» EXERCISE: Copy out all of the material. Every line must match the original.

» MATERIAL TO PROCESS:
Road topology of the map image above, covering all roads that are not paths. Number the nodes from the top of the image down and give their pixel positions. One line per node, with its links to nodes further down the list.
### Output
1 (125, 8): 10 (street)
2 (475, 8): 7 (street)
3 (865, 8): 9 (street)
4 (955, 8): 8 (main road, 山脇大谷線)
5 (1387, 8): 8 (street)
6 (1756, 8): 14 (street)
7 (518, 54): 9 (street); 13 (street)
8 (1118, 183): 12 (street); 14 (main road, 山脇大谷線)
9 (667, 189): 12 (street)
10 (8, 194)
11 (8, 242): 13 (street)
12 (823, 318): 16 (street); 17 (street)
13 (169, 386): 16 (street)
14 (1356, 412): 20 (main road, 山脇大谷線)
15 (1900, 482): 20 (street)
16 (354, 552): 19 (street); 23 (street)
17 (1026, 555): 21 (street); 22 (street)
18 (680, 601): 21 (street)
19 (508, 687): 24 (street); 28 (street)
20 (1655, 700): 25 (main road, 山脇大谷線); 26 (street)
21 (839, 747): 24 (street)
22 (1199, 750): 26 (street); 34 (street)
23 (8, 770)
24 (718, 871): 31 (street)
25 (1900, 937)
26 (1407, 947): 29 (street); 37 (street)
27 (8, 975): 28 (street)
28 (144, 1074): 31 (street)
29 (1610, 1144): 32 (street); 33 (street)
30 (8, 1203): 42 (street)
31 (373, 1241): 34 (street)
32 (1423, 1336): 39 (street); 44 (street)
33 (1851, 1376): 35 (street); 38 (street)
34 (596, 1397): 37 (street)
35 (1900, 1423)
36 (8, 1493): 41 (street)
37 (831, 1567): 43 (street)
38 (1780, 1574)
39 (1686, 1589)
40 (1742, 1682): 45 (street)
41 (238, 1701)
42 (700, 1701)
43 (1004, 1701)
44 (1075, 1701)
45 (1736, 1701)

» TASK OUTPUT:
Road topology of the map image above, covering all roads that are not paths. Number the nodes from the top of the image down and give their pixel positions. One line per node, with its links to nodes further down the list.
### Output
1 (125, 8): 10 (street)
2 (475, 8): 7 (street)
3 (865, 8): 9 (street)
4 (955, 8): 8 (main road, 山脇大谷線)
5 (1387, 8): 8 (street)
6 (1756, 8): 14 (street)
7 (518, 54): 9 (street); 13 (street)
8 (1118, 183): 12 (street); 14 (main road, 山脇大谷線)
9 (667, 189): 12 (street)
10 (8, 194)
11 (8, 242): 13 (street)
12 (823, 318): 16 (street); 17 (street)
13 (169, 386): 16 (street)
14 (1356, 412): 20 (main road, 山脇大谷線)
15 (1900, 482): 20 (street)
16 (354, 552): 19 (street); 23 (street)
17 (1026, 555): 21 (street); 22 (street)
18 (680, 601): 21 (street)
19 (508, 687): 24 (street); 28 (street)
20 (1655, 700): 25 (main road, 山脇大谷線); 26 (street)
21 (839, 747): 24 (street)
22 (1199, 750): 26 (street); 34 (street)
23 (8, 770)
24 (718, 871): 31 (street)
25 (1900, 937)
26 (1407, 947): 29 (street); 37 (street)
27 (8, 975): 28 (street)
28 (144, 1074): 31 (street)
29 (1610, 1144): 32 (street); 33 (street)
30 (8, 1203): 42 (street)
31 (373, 1241): 34 (street)
32 (1423, 1336): 39 (street); 44 (street)
33 (1851, 1376): 35 (street); 38 (street)
34 (596, 1397): 37 (street)
35 (1900, 1423)
36 (8, 1493): 41 (street)
37 (831, 1567): 43 (street)
38 (1780, 1574)
39 (1686, 1589)
40 (1742, 1682): 45 (street)
41 (238, 1701)
42 (700, 1701)
43 (1004, 1701)
44 (1075, 1701)
45 (1736, 1701)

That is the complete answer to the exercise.